Shades of social mobility: Colorism, ethnic origin and intergenerational social mobility. (R&R at the Quarterly Review of Economics and Finance) (working paper version available here)
Regional comparisons of intergenerational social mobility: the importance of positional mobility. (Working Paper version available here )
In this paper, I show that the decomposition of intergenerational persistence indicators into their structural and positional components offers a clearer understanding of the determinants of the heterogeneity in subnational mobility rates. The crucial element for the separate analysis of positional and structural mobility is the use of regionally defined instead of nationally defined quantiles. This constitutes a departure from the current consensus in the estimations of mobility rates at the subnational level in economics. Using the Mexican case as an example, I show that there are no significant differences across the country’s regions in terms of positional mobility. This contrast with the existing results and their interpretations, particularly regarding intergenerational mobility in the south region of the country. This highlights the importance of incorporating positional measures into the battery of tools used for intranational analysis.
Work in progress.
Economic Inequality meets Social Stratification: An Analytical Framework with an Application to Mexico (with Paloma Villagómez-Ornelas) (Working Paper version available here)

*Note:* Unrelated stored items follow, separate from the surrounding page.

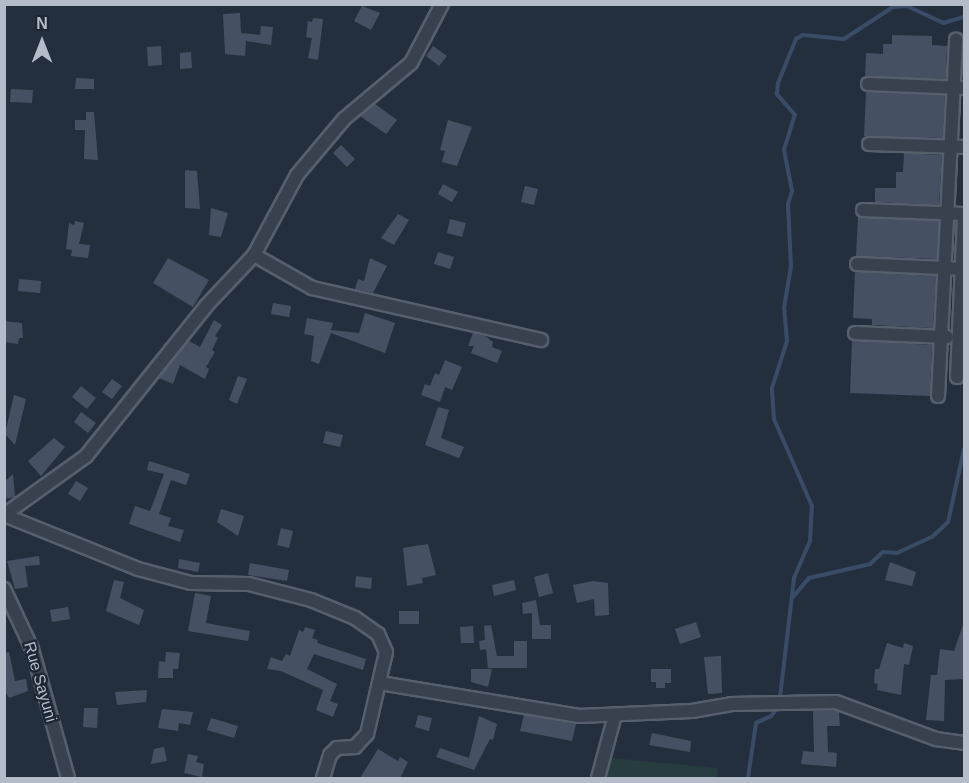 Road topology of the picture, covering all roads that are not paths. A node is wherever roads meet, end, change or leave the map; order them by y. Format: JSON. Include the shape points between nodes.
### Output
{"nodes":[{"id":1,"x":442,"y":4,"type":"edge"},
{"id":2,"x":956,"y":39,"type":"dead end"},
{"id":3,"x":868,"y":84,"type":"dead end"},
{"id":4,"x":959,"y":88,"type":"edge"},
{"id":5,"x":869,"y":144,"type":"dead end"},
{"id":6,"x":950,"y":147,"type":"junction"},
{"id":7,"x":964,"y":147,"type":"edge"},
{"id":8,"x":863,"y":210,"type":"dead end"},
{"id":9,"x":947,"y":213,"type":"junction"},
{"id":10,"x":964,"y":215,"type":"edge"},
{"id":11,"x":254,"y":255,"type":"junction"},
{"id":12,"x":857,"y":264,"type":"dead end"},
{"id":13,"x":944,"y":268,"type":"junction"},
{"id":14,"x":963,"y":269,"type":"edge"},
{"id":15,"x":855,"y":333,"type":"dead end"},
{"id":16,"x":941,"y":337,"type":"junction"},
{"id":17,"x":962,"y":338,"type":"edge"},
{"id":18,"x":541,"y":340,"type":"dead end"},
{"id":19,"x":957,"y":377,"type":"dead end"},
{"id":20,"x":938,"y":396,"type":"dead end"},
{"id":21,"x":4,"y":515,"type":"edge"},
{"id":22,"x":4,"y":589,"type":"edge"},
{"id":23,"x":380,"y":683,"type":"junction"},
{"id":24,"x":615,"y":715,"type":"junction"},
{"id":25,"x":964,"y":743,"type":"edge"},
{"id":26,"x":68,"y":778,"type":"edge"},
{"id":27,"x":323,"y":778,"type":"edge"},
{"id":28,"x":598,"y":778,"type":"edge"}],
"edges":[{"from":1,"to":11,"type":"street","via":[[411,63],[344,119],[297,175]]},
{"from":2,"to":4,"type":"street"},
{"from":3,"to":4,"type":"street"},
{"from":4,"to":6,"type":"street"},
{"from":5,"to":6,"type":"street"},
{"from":6,"to":7,"type":"street"},
{"from":6,"to":9,"type":"street"},
{"from":8,"to":9,"type":"street"},
{"from":9,"to":10,"type":"street"},
{"from":9,"to":13,"type":"street"},
{"from":10,"to":14,"type":"street"},
{"from":11,"to":18,"type":"street","via":[[312,288]]},
{"from":11,"to":21,"type":"street","via":[[206,306],[86,456]]},
{"from":12,"to":13,"type":"street"},
{"from":13,"to":14,"type":"street"},
{"from":13,"to":16,"type":"street"},
{"from":14,"to":17,"type":"street"},
{"from":15,"to":16,"type":"street"},
{"from":16,"to":17,"type":"street"},
{"from":16,"to":20,"type":"street"},
{"from":17,"to":19,"type":"street"},
{"from":21,"to":23,"type":"street","via":[[138,569],[191,583],[249,584],[356,618],[378,634],[386,652]]},
{"from":22,"to":26,"type":"street","name":"Rue Sayuni","via":[[32,649]]},
{"from":23,"to":24,"type":"street","via":[[579,716]]},
{"from":23,"to":27,"type":"street","via":[[367,734],[355,747],[337,748],[330,755]]},
{"from":24,"to":25,"type":"street","via":[[692,711],[731,704],[836,702],[936,739]]},
{"from":24,"to":28,"type":"street"}]} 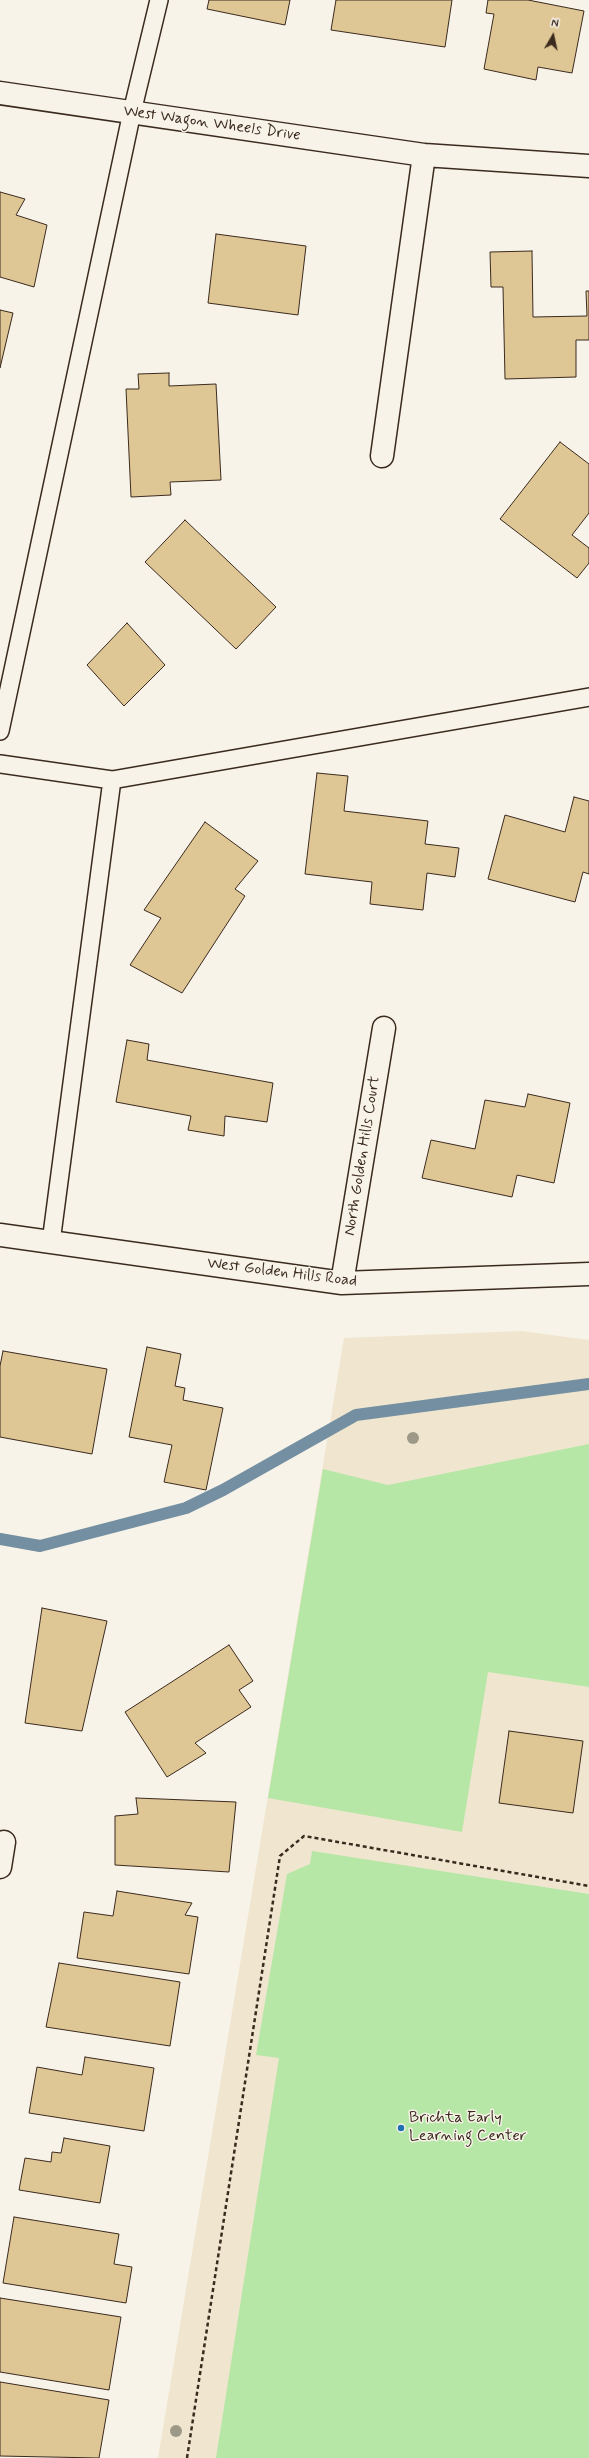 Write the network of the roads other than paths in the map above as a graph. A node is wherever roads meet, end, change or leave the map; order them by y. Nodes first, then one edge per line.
1 (159, 0) edge
2 (0, 93) edge
3 (132, 112) junction
4 (424, 155) junction
5 (589, 166) edge
6 (382, 456) dead end
7 (589, 697) edge
8 (0, 731) edge
9 (0, 764) edge
10 (112, 780) junction
11 (384, 1028) dead end
12 (0, 1235) edge
13 (50, 1242) junction
14 (589, 1274) edge
15 (342, 1283) junction
16 (4, 1842) dead end
17 (0, 1868) edge

1 - 3 lane
2 - 3 street, West Wagon Wheels Drive
3 - 4 street, West Wagon Wheels Drive
3 - 8 lane
4 - 5 street, West Wagon Wheels Drive
4 - 6 street
7 - 10 lane
9 - 10 lane
10 - 13 lane
11 - 15 street, North Golden Hills Court
12 - 13 street, West Golden Hills Road
13 - 15 street, West Golden Hills Road
14 - 15 street, West Golden Hills Road
16 - 17 street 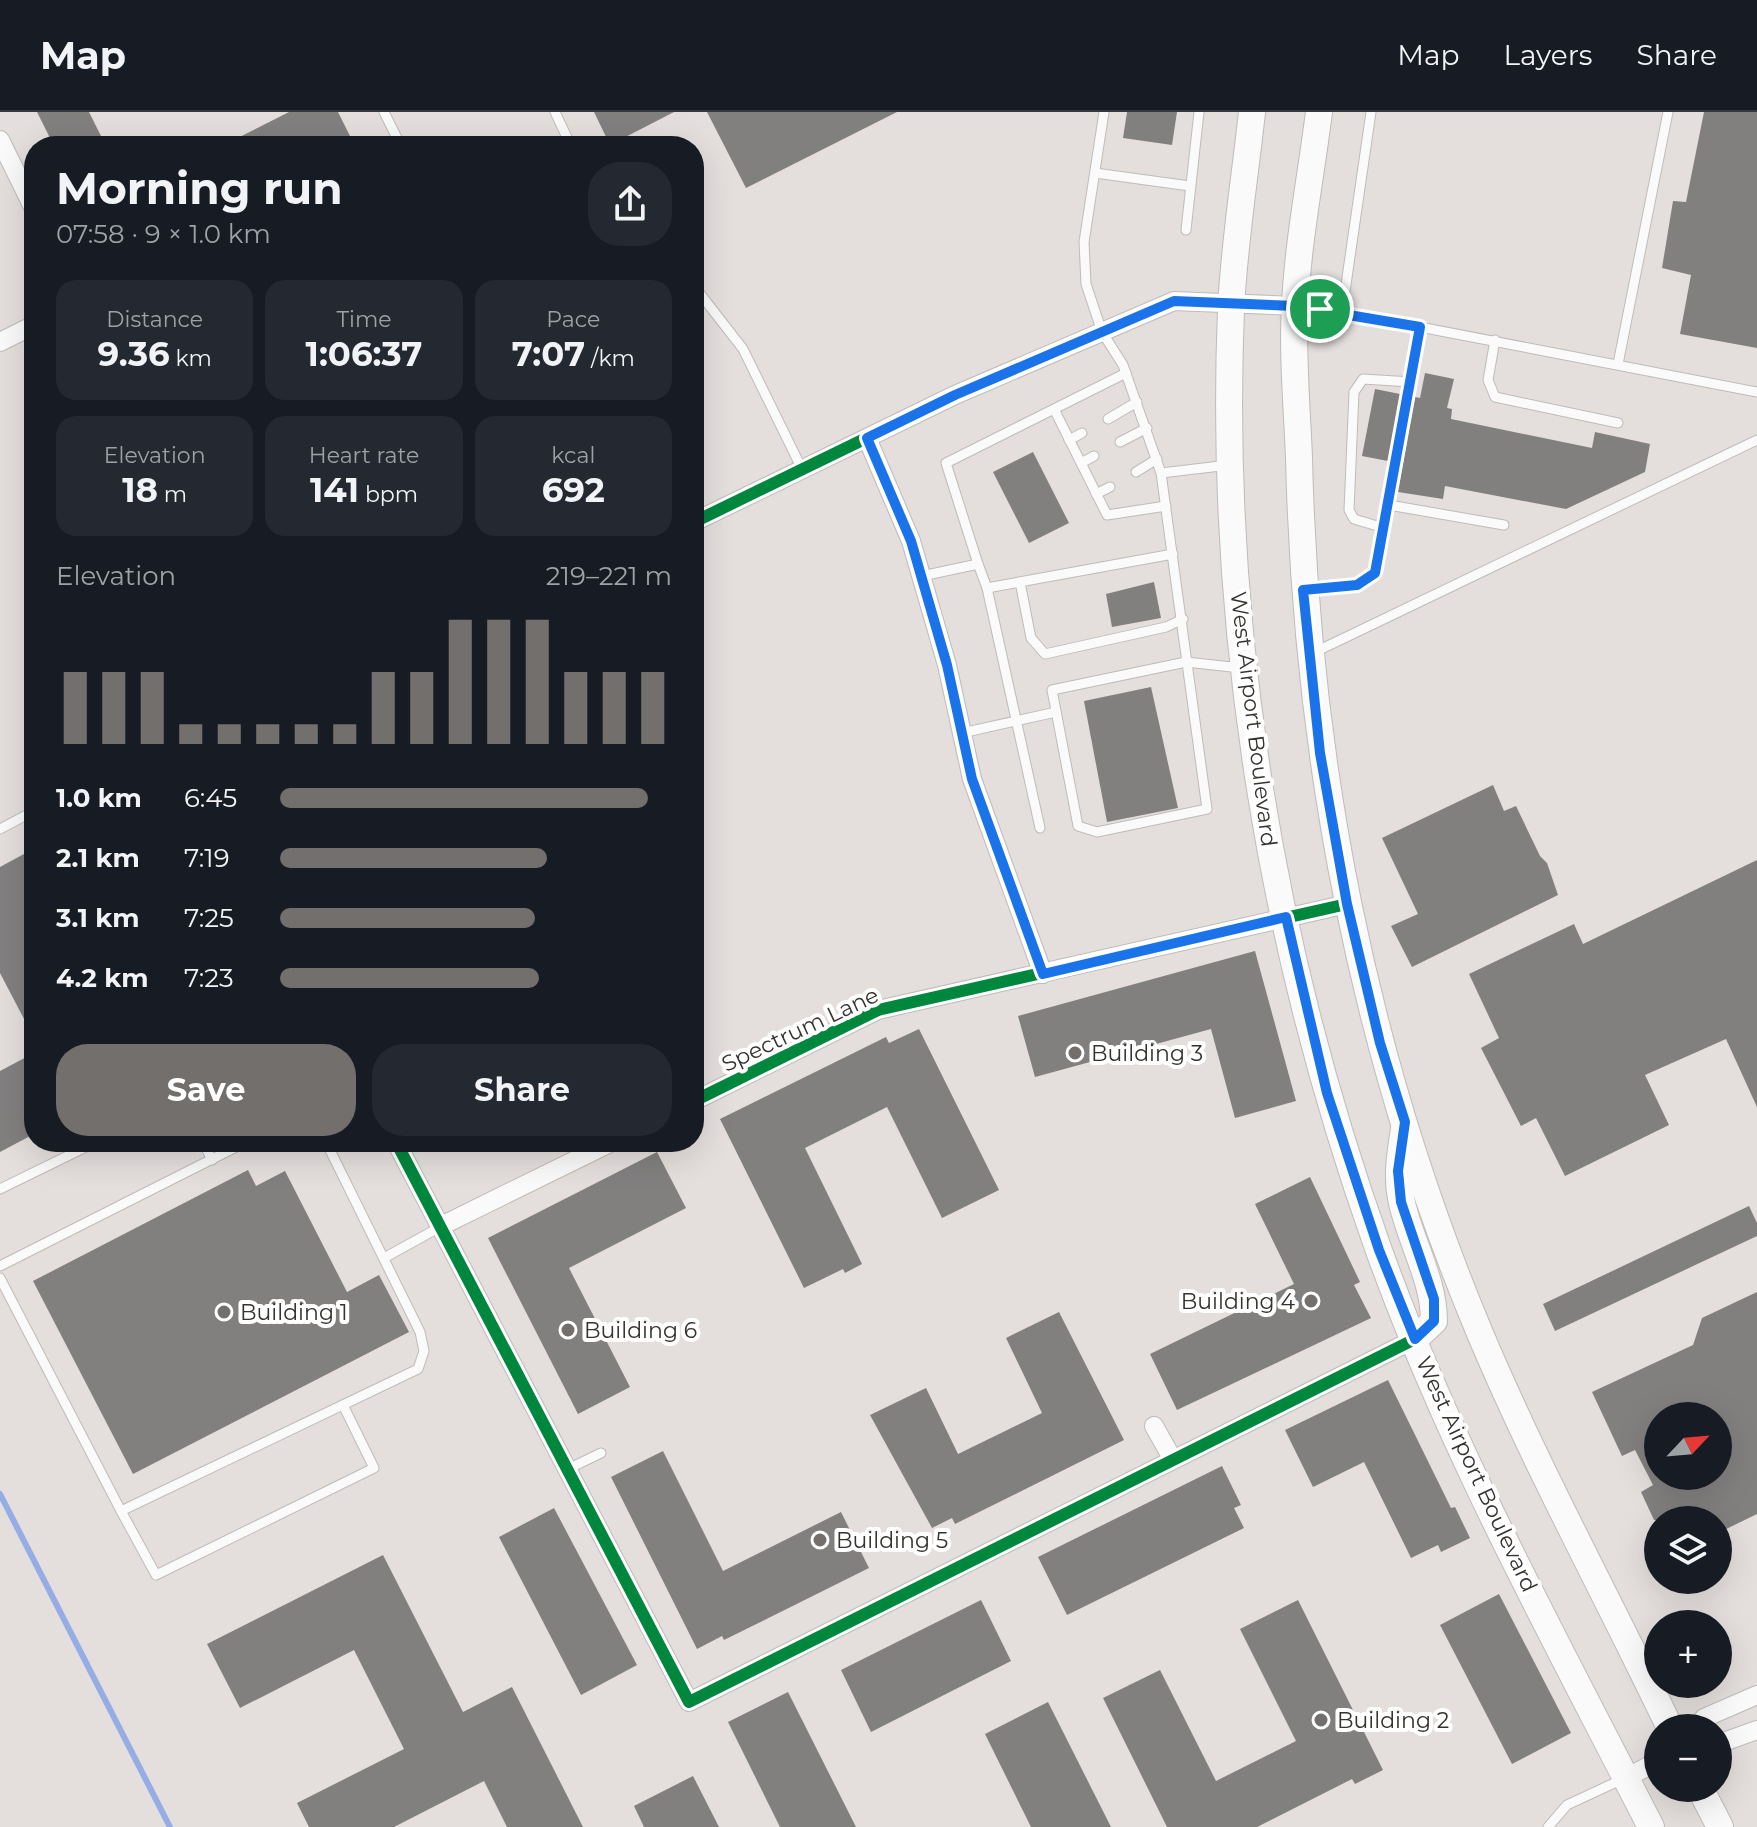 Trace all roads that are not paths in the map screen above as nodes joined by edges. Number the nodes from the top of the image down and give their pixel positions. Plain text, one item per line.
1 (384, 112) edge
2 (555, 112) edge
3 (1104, 112) edge
4 (1199, 112) edge
5 (1252, 112) edge
6 (1319, 112) edge
7 (1371, 112) edge
8 (1668, 112) edge
9 (396, 136) edge
10 (566, 136) edge
11 (0, 140) edge
12 (1095, 173) junction
13 (1190, 186) junction
14 (24, 189) edge
15 (1186, 230) dead end
16 (704, 299) edge
17 (1231, 305) junction
18 (1295, 306) junction
19 (1342, 312) junction
20 (1420, 327) junction
21 (24, 330) edge
22 (1102, 332) junction
23 (1495, 340) junction
24 (0, 342) edge
25 (1618, 364) junction
26 (1126, 373) junction
27 (1411, 382) junction
28 (1757, 392) edge
29 (1137, 402) junction
30 (1055, 411) junction
31 (1108, 419) dead end
32 (1618, 423) dead end
33 (1147, 428) junction
34 (1082, 433) dead end
35 (867, 438) junction
36 (1069, 440) junction
37 (1757, 440) edge
38 (1120, 442) dead end
39 (1094, 456) dead end
40 (1157, 459) junction
41 (1081, 463) junction
42 (1229, 465) junction
43 (802, 469) junction
44 (1136, 472) dead end
45 (1161, 473) junction
46 (1110, 487) dead end
47 (1096, 494) junction
48 (1389, 505) junction
49 (1166, 506) junction
50 (704, 517) edge
51 (1504, 525) dead end
52 (1384, 528) junction
53 (1173, 554) junction
54 (978, 564) junction
55 (922, 576) junction
56 (1020, 582) junction
57 (987, 588) junction
58 (1303, 590) junction
59 (1183, 619) junction
60 (1310, 654) junction
61 (1186, 662) junction
62 (1243, 668) junction
63 (1056, 712) junction
64 (1015, 721) junction
65 (962, 733) junction
66 (24, 817) edge
67 (1040, 828) dead end
68 (0, 829) edge
69 (1347, 904) junction
70 (1286, 917) junction
71 (1043, 974) junction
72 (704, 1096) edge
73 (1405, 1122) junction
74 (76, 1152) edge
75 (208, 1152) edge
76 (227, 1152) edge
77 (331, 1152) edge
78 (401, 1152) edge
79 (592, 1152) edge
80 (212, 1160) junction
81 (0, 1189) edge
82 (441, 1226) junction
83 (384, 1258) junction
84 (0, 1266) edge
85 (0, 1278) edge
86 (1415, 1339) junction
87 (343, 1405) junction
88 (1154, 1426) dead end
89 (601, 1453) dead end
90 (1172, 1458) junction
91 (568, 1469) junction
92 (121, 1511) junction
93 (1757, 1695) edge
94 (1663, 1714) edge
95 (1713, 1714) edge
96 (1757, 1730) edge
97 (1732, 1739) edge
98 (1644, 1768) edge
99 (1626, 1778) junction
100 (1707, 1802) edge
101 (1548, 1827) edge
102 (1651, 1827) edge
103 (1720, 1827) edge

1 - 9 lane
2 - 10 lane
3 - 12 lane
4 - 13 lane
5 - 17 main road, West Airport Boulevard
6 - 18 main road
7 - 19 lane
8 - 25 lane
11 - 14 street
12 - 13 lane
12 - 22 lane
13 - 15 lane
16 - 43 lane
17 - 18 street
17 - 22 street
17 - 42 main road, West Airport Boulevard
18 - 19 lane
18 - 58 main road
19 - 20 lane
20 - 23 lane
20 - 27 lane
21 - 24 street
22 - 26 lane
22 - 35 street
23 - 25 lane
23 - 32 lane
25 - 28 lane
26 - 29 lane
26 - 30 lane
27 - 48 lane
27 - 52 lane
29 - 31 lane
29 - 33 lane
30 - 36 lane
30 - 54 lane
33 - 38 lane
33 - 40 lane
34 - 36 lane
35 - 43 street
35 - 55 street
36 - 41 lane
37 - 60 lane
39 - 41 lane
40 - 44 lane
40 - 45 lane
41 - 47 lane
42 - 45 lane
42 - 62 main road, West Airport Boulevard
43 - 50 street
45 - 49 lane
46 - 47 lane
47 - 49 lane
48 - 51 lane
48 - 52 lane
49 - 53 lane
52 - 58 lane
53 - 56 lane
53 - 59 lane
54 - 55 lane
54 - 57 lane
55 - 65 street
56 - 57 lane
56 - 59 lane
57 - 64 lane
58 - 60 main road
59 - 61 lane
60 - 69 main road
61 - 62 lane
61 - 63 lane
61 - 63 lane
62 - 70 main road, West Airport Boulevard
63 - 64 lane
64 - 65 lane
64 - 67 lane
65 - 71 street
66 - 68 lane
69 - 70 street, Spectrum Lane
69 - 73 main road
70 - 71 street, Spectrum Lane
70 - 86 main road, West Airport Boulevard
71 - 72 street, Spectrum Lane
73 - 86 main road
73 - 94 main road
74 - 81 lane
75 - 80 lane
76 - 80 lane
77 - 83 lane
78 - 82 street
79 - 82 street
80 - 84 lane
82 - 83 lane
82 - 91 street
83 - 87 lane
85 - 92 lane
86 - 90 street
86 - 99 main road, West Airport Boulevard
87 - 92 lane
87 - 92 lane
88 - 90 street
89 - 91 lane
90 - 91 street
93 - 95 street
96 - 97 street
98 - 99 street
99 - 101 lane
99 - 102 main road, West Airport Boulevard
100 - 103 main road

A Land of Unequal Chances: Social Mobility Across Mexican Regions. (with Miles Corak) (Working Paper version available here )
Using a new data set, I estimate the patterns of social mobility in Mexico and its regions, contributing to the growing literature on regional social mobility patterns. I identify that although Mexico is a country with high levels of intergenerational rank persistence, thus low levels of social mobility, there is substantial variability across its regions. While 35 out of 100 individuals born in the bottom quintile of the household asset distribution and in the South of the country experience upward mobility, twice as large a proportion of those born in the bottom quintile but in Mexico City experience the same type of mobility. Controlling for multiple characteristics at the household and neighborhood levels, I find a penalization of 12 percentiles in terms of upward mobility against individuals born in the South, with respect the rest of the country, and a boost of 10 percentiles for those with origin in Mexico City.